Half of the patients who took gabapentin or pregabalin in our study did not fill more than one prescription, and over half of the patients switched therapies. Of the patients who switched, one-third switched to opioids. A study by Gore et al. [33] focused specifically on the dosages prescribed in clinical practice and changes in the use of other neuropathic pain-related medications after the initiation of gabapentin or pregabalin and found similar results. In this study, patients with PHN increased opioid use after the initiation of gabapentin and decreased opioid use after the initiation of pregabalin. As in our study, more patients received a minimally effective dosage of pregabalin (69 %, ≥150 mg/day) than they did gabapentin (14 %, ≥1,800 mg/day); however, our study found that a higher proportion of pregabalin patients added an opioid after treatment initiation than did those receiving gabapentin. Gore et al. [33] study also found that patients treated with pregabalin were more likely to attain therapeutic dosage levels earlier than were those patients who were prescribed gabapentin.

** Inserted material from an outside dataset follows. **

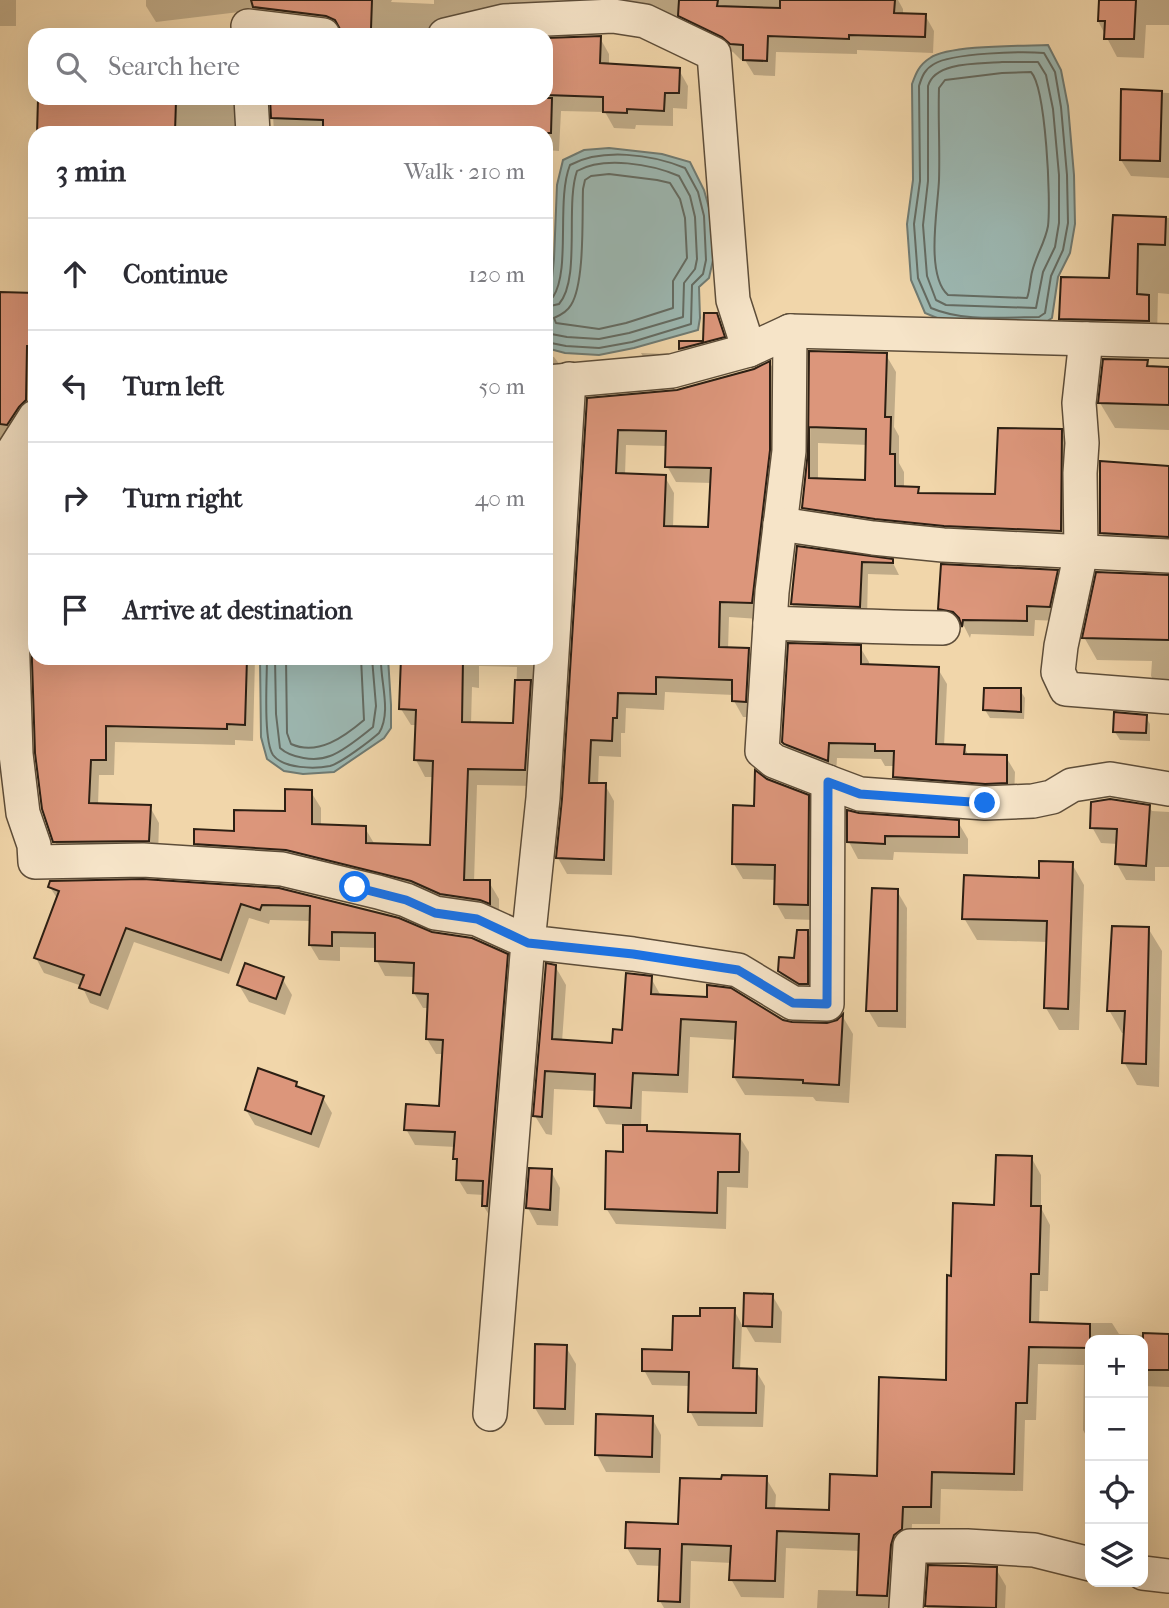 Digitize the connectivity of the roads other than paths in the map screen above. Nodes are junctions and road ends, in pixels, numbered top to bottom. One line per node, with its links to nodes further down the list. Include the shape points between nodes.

Our study was subject to certain limitations. The data used for this study come from a managed-care population and therefore the results may not be applicable to patients who are uninsured or underinsured. In addition, there are inherent limitations with the use of administrative claims data. First, some clinical and disease-specific parameters that might affect choice of treatment and study outcomes (e.g., adverse events, pain severity) are not available in claims data. Second, the presence of a diagnosis code on a medical claim is not a positive identification of a disease, as the diagnosis code may be incorrectly coded or codes may not precisely capture the diagnosis of interest or extent of disease. However, our analysis required a primary diagnosis that may have mitigated the likelihood of misclassification. Third, it is not possible to determine whether patients use medications as prescribed. Also, estimates of healthcare utilization and costs provided are all-cause, not PHN-specific. Lastly, in this study, opioids may have been used for other pain-related co-morbidities and it is possible that some patients did not reach optimal dosages because of side effects due to polypharmacy; these were not examined.

Current guidelines for pharmacological treatment of neuropathic pain are based on the results of randomized clinical trials and may not reflect “real-world” patterns of use in usual-care settings. Our results indicate that gabapentin and pregabalin are not being used effectively for the treatment of PHN. Sub-optimal dosing may lead to inadequate treatment response, which can in turn lead to early discontinuation of therapy, to switching to second-line therapies for PHN, or to addition of other analgesics. Taken together, these factors could possibly lead to unnecessarily high use of opioids which are currently “at the center of a major public health crisis of addiction, misuse, abuse, overdose and death” [3436].

5 Conclusion

These findings show that many patients with PHN do not achieve the minimally effective dosages of gabapentin or pregabalin. The study also highlights possible issues with titration, the attainment of optimal dosages, and the tolerability of therapy in clinical practice. Further tolerability studies are warranted in studies of the pharmacological treatment of PHN.